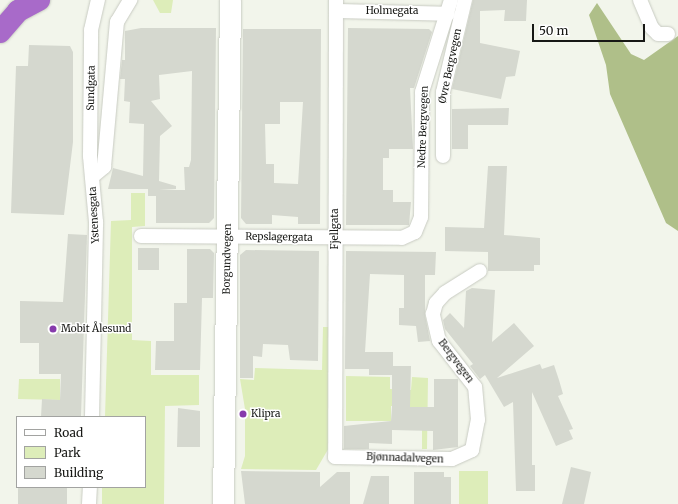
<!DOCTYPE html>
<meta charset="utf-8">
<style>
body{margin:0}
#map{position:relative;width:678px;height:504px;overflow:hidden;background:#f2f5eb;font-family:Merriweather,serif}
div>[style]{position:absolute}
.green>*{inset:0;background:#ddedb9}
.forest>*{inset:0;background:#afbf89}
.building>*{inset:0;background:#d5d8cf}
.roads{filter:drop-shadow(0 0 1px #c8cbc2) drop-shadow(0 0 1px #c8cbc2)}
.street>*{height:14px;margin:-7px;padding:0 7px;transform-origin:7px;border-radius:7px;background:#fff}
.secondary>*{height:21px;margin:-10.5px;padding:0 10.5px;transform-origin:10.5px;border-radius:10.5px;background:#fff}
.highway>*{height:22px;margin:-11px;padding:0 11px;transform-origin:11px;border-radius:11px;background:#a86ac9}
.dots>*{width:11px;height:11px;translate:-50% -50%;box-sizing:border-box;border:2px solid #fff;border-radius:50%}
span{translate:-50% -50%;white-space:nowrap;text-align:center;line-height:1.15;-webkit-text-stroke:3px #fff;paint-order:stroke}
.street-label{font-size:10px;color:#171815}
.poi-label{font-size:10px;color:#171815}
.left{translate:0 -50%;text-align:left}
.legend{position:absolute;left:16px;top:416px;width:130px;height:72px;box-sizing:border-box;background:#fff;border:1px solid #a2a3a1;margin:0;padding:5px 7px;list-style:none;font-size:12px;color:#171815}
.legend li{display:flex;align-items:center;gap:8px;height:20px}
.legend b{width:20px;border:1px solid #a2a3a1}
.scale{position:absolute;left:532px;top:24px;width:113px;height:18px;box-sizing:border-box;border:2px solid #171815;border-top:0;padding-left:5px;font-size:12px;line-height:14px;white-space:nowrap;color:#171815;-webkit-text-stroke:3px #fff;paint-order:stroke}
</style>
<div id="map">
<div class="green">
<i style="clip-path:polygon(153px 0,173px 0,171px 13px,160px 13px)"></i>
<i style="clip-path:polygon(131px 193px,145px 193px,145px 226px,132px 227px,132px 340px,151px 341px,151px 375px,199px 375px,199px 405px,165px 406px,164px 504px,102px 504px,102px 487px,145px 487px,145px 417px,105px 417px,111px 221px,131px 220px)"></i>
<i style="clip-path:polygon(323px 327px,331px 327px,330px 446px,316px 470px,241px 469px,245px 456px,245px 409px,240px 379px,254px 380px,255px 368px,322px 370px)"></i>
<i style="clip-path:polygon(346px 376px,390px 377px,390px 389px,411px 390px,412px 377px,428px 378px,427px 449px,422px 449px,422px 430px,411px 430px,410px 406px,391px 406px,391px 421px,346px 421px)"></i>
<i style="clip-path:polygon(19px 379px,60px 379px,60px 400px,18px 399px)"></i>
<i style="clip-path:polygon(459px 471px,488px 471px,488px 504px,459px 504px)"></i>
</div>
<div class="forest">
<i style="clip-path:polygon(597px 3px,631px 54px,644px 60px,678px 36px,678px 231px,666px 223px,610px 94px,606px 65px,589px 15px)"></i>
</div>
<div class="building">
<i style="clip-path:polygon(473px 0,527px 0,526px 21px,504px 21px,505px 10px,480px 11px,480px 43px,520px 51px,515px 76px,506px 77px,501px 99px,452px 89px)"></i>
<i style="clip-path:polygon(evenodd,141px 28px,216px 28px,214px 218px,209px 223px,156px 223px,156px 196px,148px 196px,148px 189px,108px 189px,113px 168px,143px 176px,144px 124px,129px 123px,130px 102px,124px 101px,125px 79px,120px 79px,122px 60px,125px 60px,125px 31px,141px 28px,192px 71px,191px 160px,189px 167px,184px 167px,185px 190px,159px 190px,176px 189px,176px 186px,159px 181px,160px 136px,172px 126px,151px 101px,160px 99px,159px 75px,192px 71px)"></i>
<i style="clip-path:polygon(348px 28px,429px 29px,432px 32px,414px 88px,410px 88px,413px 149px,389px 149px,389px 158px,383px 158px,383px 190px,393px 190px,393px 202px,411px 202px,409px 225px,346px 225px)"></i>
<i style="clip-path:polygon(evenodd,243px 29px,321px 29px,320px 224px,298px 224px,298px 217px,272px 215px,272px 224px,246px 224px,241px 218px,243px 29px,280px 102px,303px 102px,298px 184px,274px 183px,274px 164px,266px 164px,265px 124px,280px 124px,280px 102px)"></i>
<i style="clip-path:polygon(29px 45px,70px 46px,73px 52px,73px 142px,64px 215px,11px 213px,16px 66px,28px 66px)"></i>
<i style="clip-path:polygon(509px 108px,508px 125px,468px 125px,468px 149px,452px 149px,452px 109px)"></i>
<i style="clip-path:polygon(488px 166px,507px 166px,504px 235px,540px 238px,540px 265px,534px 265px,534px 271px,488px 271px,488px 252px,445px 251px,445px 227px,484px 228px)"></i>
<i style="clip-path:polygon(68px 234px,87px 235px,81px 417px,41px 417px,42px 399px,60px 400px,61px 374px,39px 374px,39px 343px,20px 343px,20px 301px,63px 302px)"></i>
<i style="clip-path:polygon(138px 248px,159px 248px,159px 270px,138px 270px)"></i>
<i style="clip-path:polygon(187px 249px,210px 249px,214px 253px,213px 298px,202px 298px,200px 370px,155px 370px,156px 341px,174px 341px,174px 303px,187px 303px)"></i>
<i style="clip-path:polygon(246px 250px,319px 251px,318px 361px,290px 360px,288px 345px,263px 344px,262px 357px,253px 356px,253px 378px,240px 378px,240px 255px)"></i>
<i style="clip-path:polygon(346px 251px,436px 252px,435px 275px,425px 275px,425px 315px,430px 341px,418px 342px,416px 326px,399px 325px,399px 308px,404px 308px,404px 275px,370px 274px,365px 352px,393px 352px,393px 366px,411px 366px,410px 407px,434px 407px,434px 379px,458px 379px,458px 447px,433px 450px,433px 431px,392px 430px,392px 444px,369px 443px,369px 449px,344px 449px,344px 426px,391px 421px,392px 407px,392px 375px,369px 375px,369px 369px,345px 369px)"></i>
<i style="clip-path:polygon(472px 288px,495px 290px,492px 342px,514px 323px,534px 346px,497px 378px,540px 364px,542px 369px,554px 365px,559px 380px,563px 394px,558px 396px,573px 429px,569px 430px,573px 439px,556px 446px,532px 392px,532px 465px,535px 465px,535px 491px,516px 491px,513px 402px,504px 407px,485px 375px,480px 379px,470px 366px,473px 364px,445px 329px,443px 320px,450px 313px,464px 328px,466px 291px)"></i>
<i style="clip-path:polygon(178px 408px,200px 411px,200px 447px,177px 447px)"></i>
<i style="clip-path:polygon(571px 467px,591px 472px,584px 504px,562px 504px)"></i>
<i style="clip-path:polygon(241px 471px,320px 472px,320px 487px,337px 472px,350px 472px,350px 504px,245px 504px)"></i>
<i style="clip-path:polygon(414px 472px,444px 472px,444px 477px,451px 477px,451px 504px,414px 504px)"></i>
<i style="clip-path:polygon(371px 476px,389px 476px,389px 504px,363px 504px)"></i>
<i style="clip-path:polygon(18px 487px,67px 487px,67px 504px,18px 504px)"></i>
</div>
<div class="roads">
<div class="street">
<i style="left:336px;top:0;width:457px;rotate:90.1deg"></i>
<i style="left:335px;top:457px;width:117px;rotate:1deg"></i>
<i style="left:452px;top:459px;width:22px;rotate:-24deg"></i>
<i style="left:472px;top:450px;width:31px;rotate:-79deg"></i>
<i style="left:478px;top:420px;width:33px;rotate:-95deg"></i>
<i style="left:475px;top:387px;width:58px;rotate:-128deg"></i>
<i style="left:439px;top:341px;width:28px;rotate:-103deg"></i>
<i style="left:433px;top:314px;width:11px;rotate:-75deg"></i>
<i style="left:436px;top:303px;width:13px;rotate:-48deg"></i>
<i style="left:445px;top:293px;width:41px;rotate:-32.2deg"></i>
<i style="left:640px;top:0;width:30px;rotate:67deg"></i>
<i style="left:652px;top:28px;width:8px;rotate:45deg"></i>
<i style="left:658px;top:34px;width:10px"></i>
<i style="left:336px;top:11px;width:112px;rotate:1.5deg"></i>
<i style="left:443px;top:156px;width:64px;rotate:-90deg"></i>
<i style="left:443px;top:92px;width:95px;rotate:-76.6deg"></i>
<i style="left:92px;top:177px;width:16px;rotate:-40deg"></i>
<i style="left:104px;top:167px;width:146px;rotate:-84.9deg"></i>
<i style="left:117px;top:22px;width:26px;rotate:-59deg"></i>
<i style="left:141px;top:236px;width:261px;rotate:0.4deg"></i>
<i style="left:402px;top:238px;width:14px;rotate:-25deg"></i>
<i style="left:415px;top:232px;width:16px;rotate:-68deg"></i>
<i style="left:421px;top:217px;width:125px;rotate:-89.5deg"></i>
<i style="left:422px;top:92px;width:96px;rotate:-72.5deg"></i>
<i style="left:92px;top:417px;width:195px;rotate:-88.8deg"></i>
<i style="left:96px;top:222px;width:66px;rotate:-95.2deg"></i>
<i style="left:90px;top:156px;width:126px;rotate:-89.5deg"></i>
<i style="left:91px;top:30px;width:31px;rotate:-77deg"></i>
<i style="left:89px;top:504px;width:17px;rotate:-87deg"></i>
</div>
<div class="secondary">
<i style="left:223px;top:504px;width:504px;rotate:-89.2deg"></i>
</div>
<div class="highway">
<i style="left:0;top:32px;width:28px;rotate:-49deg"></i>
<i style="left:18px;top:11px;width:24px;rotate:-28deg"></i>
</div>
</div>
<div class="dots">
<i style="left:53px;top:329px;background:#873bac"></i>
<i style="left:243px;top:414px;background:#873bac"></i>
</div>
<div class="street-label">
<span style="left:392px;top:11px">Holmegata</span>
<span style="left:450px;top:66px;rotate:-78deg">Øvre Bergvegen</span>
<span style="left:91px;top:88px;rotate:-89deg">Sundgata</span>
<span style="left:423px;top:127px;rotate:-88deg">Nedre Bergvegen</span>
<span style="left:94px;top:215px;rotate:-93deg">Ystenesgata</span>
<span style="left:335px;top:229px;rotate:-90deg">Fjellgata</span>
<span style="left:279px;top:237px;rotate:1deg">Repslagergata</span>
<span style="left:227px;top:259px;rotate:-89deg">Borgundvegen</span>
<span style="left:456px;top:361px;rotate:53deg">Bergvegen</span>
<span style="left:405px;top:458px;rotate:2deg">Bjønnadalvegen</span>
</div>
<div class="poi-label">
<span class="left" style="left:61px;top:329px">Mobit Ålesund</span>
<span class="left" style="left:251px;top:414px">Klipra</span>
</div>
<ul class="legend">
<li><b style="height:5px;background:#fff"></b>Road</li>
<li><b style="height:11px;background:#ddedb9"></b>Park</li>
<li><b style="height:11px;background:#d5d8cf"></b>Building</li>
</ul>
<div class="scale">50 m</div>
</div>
--
In the records above, take every line from the opening one through the line with "1px #c8cbc2) drop-shadow(0" and repeat it exactly; pictures are not part of the copy.

<!DOCTYPE html>
<meta charset="utf-8">
<style>
body{margin:0}
#map{position:relative;width:678px;height:504px;overflow:hidden;background:#f2f5eb;font-family:Merriweather,serif}
div>[style]{position:absolute}
.green>*{inset:0;background:#ddedb9}
.forest>*{inset:0;background:#afbf89}
.building>*{inset:0;background:#d5d8cf}
.roads{filter:drop-shadow(0 0 1px #c8cbc2) drop-shadow(0 0 1px #c8cbc2)}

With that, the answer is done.